Teachers want answers on $11.7M private Green School fund

12:59 pm on 12 September 2020

Taranaki educators want more details explained about how a $11.7 million grant of public funds was granted to an expansion project at a privately-run environmentally focused Green School south of New Plymouth.

Green School New Zealand.

Green School New Zealand. Photo: RNZ / Robin Martin

The region's teachers are determined to get to the bottom of what unfolded, says Taranaki Secondary Schools Principals Association head Martin Chamberlain.

Chamberlain wants the deal scuttled. He says he wrote to Education Minister Chris Hipkins asking for an explanation, but the response was laughable.

The reply reiterates the government's position that the grant was made to the school as part of a suite of "shovel-ready" projects from the Covid-19 infrastructure fund.

The minister also pointed out that the funding does not affect Education Ministry funding, and $11.75 million has been set aside for upgrades to Taranaki's 78 schools over the next two years, with $68 million dollars already spent on school property in the region between 2017 and 2019.

But Chamberlain says $11.75 million between 78 schools is not in the same league.

"That amounts to 150,000 per school, and is a long shot away from what one green school is proposed to be receiving."

He's sceptical that all details about how the green school's funding was granted have come to light, and suggests an Official Information Act request may reveal details that make it unpalatable to go through with the funding.

"We are suspecting that the OIA material that's released will scuttle the whole prospect all together for the Green School."

While Chamberlain wishes the Green School well as an environmental institution, he says the issue is that as a private enterprise it shouldn't receive taxpayer funds.

The Green School has said most of the money was meant to be in the form of loans.

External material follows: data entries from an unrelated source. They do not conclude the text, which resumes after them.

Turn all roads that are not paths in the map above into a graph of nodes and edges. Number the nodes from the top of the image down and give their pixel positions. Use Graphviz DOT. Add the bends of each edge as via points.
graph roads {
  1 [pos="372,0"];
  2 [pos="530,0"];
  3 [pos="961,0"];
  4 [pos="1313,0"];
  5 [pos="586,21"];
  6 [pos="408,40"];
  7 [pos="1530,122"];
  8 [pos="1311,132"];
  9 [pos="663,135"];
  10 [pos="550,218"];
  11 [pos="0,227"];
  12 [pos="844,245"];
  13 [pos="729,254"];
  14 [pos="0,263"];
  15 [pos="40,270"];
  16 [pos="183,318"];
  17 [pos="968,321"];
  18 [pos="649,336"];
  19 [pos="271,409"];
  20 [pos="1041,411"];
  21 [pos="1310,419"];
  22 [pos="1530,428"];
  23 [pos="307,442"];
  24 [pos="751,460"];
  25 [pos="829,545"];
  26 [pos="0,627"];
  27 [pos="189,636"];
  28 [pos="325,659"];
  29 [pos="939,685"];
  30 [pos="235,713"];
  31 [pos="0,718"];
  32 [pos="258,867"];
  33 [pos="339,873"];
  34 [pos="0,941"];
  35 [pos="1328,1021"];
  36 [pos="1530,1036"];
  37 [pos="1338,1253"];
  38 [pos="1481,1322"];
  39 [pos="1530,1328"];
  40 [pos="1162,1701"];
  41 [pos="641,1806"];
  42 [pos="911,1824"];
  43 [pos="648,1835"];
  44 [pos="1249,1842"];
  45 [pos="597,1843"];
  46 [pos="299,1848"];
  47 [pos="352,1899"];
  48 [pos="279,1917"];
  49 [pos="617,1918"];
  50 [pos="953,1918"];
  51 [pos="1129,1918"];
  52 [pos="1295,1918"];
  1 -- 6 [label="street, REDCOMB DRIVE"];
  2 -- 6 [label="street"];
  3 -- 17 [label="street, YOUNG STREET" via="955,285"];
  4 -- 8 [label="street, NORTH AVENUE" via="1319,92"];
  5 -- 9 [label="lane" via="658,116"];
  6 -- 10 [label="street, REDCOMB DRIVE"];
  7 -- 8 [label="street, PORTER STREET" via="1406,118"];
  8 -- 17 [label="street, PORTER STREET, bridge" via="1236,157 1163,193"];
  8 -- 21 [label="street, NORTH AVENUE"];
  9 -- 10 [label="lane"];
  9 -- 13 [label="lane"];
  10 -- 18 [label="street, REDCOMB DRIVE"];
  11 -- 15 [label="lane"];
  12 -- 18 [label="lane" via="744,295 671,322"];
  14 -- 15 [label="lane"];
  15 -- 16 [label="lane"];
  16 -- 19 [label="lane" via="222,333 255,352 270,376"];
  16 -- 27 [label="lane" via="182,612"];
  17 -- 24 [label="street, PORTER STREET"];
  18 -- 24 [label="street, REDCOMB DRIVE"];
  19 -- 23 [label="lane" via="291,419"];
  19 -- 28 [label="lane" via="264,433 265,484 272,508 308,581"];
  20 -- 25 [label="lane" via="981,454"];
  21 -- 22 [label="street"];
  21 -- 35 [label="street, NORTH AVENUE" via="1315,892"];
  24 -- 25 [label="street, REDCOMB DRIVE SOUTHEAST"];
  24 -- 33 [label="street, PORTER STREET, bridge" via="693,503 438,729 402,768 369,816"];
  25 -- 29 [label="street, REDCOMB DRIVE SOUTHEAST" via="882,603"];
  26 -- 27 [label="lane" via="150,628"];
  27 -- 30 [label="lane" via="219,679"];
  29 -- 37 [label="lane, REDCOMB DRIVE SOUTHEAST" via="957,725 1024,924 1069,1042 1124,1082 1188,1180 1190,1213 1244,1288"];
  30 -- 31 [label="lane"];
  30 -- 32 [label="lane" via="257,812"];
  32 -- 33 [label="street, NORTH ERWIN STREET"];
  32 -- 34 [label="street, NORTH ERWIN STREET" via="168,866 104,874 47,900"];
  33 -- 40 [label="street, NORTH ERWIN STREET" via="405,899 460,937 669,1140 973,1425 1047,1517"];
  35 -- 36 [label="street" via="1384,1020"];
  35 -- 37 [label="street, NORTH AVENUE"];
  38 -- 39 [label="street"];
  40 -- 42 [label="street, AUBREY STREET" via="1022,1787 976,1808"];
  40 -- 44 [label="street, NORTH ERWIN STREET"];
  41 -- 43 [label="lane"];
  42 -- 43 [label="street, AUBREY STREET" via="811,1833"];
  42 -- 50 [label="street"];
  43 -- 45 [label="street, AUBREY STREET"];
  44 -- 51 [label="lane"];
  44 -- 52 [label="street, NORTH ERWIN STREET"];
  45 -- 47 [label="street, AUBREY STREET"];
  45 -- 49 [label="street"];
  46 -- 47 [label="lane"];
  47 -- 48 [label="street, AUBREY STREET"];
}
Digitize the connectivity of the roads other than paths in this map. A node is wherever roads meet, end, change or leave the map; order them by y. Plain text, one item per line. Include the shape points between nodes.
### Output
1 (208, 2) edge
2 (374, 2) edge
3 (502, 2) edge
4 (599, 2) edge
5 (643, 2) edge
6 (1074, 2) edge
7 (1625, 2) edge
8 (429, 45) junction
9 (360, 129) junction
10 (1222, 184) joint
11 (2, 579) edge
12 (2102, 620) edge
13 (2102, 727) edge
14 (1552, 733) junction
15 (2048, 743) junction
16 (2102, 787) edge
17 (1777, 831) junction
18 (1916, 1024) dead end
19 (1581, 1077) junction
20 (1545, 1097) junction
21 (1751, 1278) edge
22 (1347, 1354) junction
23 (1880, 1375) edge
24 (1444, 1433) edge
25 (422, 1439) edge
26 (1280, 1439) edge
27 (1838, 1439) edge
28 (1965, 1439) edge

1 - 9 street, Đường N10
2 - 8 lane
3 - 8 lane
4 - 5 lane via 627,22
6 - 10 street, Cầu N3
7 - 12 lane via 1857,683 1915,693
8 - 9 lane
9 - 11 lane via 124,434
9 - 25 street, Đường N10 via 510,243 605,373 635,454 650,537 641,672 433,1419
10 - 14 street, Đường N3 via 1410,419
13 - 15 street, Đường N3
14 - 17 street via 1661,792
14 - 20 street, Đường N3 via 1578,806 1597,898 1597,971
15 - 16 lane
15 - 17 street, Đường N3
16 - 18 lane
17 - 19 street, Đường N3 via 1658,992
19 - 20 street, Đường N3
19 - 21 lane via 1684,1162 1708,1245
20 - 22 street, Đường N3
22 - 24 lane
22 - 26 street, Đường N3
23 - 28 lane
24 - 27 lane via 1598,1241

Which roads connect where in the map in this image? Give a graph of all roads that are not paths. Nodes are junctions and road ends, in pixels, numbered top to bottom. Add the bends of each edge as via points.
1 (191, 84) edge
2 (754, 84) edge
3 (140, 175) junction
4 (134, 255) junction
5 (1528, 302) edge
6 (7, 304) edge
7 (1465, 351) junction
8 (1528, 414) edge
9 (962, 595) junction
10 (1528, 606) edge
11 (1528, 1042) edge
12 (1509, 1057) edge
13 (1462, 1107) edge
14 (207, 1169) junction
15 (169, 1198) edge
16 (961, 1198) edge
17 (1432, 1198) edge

But Chamberlain says that's still unacceptable use of taxpayer funds and converting the grant into a loan won't end the controversy.

He says as a private institution the Green School should have had a bank-based strategy for raising funds for its expansion and given that interest rates are where they are at the moment that's something that should be totally accessible to them.

Green Party co-leader James Shaw, who announced the grant and signed the grant off alongside other ministers, has come under fire for his involvement.

He has emphasised that the grant will secure more than 200 constructions jobs for the region, but later apologised for his 'error of judgement', and said the grant would most likely be made as a loan.